Math graphic
📐 Concept diagram

### 13.2 — Conditional Entropy and Chain Rule

Phase: Information Theory Prerequisites: 13-01-entropy, 10-02-conditional-probability

Learning Objectives

By the end of this subject, you will be able to:

  1. Define and compute conditional entropy $H(Y \mid X)$
  2. State and apply the chain rule $H(X, Y) = H(X) + H(Y \mid X)$
  3. Prove that conditioning reduces entropy: $H(Y \mid X) \leq H(Y)$
  4. Extend the chain rule to $n$ variables
  5. Interpret conditional entropy as remaining uncertainty after observing $X$

Core Content

Conditional Entropy

$H(Y \mid X)$ is the average uncertainty about $Y$ when you know $X$:

$$H(Y \mid X) = \sum_{x} p(x) \cdot H(Y \mid X = x)$$

$$= \sum_{x} p(x) \left[-\sum_{y} p(y \mid x) \log_2 p(y \mid x)\right]$$

$$= -\sum_{x, y} p(x, y) \log_2 p(y \mid x)$$

Interpretation: For each value $x$ of $X$, compute the entropy of $Y$ given that $X = x$. Then average over the distribution of $X$.

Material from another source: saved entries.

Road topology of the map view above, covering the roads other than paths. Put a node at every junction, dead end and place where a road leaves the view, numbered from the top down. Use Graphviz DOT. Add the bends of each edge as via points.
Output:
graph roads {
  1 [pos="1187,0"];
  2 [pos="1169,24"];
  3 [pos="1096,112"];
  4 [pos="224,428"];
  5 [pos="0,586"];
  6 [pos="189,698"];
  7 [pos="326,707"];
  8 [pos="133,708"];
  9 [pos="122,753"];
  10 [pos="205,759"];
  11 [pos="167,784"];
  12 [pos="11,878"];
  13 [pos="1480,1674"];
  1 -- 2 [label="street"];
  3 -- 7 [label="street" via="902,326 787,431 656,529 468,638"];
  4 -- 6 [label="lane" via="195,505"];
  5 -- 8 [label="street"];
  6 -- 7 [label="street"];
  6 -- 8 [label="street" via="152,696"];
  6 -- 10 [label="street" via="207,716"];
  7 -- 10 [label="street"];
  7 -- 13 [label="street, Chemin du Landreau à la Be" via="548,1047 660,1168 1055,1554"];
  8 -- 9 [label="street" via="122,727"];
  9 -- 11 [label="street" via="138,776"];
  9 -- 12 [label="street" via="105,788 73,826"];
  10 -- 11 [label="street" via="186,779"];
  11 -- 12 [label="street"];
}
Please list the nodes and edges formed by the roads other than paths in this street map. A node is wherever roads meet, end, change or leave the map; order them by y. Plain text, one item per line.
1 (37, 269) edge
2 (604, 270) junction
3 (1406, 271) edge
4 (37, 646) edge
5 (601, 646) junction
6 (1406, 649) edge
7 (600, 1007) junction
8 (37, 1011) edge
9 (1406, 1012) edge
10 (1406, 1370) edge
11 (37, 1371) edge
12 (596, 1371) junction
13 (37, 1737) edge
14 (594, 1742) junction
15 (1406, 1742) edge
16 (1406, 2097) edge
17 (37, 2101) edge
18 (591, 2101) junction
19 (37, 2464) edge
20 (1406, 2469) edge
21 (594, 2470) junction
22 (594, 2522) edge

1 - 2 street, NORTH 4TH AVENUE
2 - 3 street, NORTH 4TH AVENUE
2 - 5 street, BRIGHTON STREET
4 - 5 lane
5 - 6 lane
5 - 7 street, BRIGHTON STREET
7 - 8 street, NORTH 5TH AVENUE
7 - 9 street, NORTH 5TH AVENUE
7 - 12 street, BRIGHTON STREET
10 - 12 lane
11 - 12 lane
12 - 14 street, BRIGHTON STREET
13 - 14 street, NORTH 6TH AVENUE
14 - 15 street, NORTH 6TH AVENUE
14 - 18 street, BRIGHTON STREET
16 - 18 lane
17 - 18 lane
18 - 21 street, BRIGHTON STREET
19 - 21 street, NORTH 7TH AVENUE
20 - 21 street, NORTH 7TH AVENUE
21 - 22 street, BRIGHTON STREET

⚠️ CRITICAL: $H(Y \mid X = x)$ can be LARGER than $H(Y)$ for a specific $x$. The inequality $H(Y \mid X) \leq H(Y)$ only holds for the AVERAGE conditional entropy, not for individual $x$ values. For example, if $X$ takes a surprising value, $H(Y \mid X = x)$ might spike.

The Chain Rule

$$H(X, Y) = H(X) + H(Y \mid X)$$

This is the information-theoretic chain rule. It decomposes the total uncertainty about $(X, Y)$ into: 1. Uncertainty about $X$ alone 2. Remaining uncertainty about $Y$ after knowing $X$

Proof sketch: $H(X, Y) = -\sum p(x, y)\log p(x, y) = -\sum p(x, y)\log[p(x) \cdot p(y \mid x)]$

$= -\sum p(x, y)\log p(x) - \sum p(x, y)\log p(y \mid x)$

$= -\sum p(x)\log p(x) - \sum p(x, y)\log p(y \mid x) = H(X) + H(Y \mid X)$

⚠️ CRITICAL: Conditioning Reduces Entropy

$$H(Y \mid X) \leq H(Y)$$

Proof: $I(X; Y) = H(Y) - H(Y \mid X) \geq 0$ (mutual information is always non-negative; see 13-03). Therefore $H(Y \mid X) \leq H(Y)$.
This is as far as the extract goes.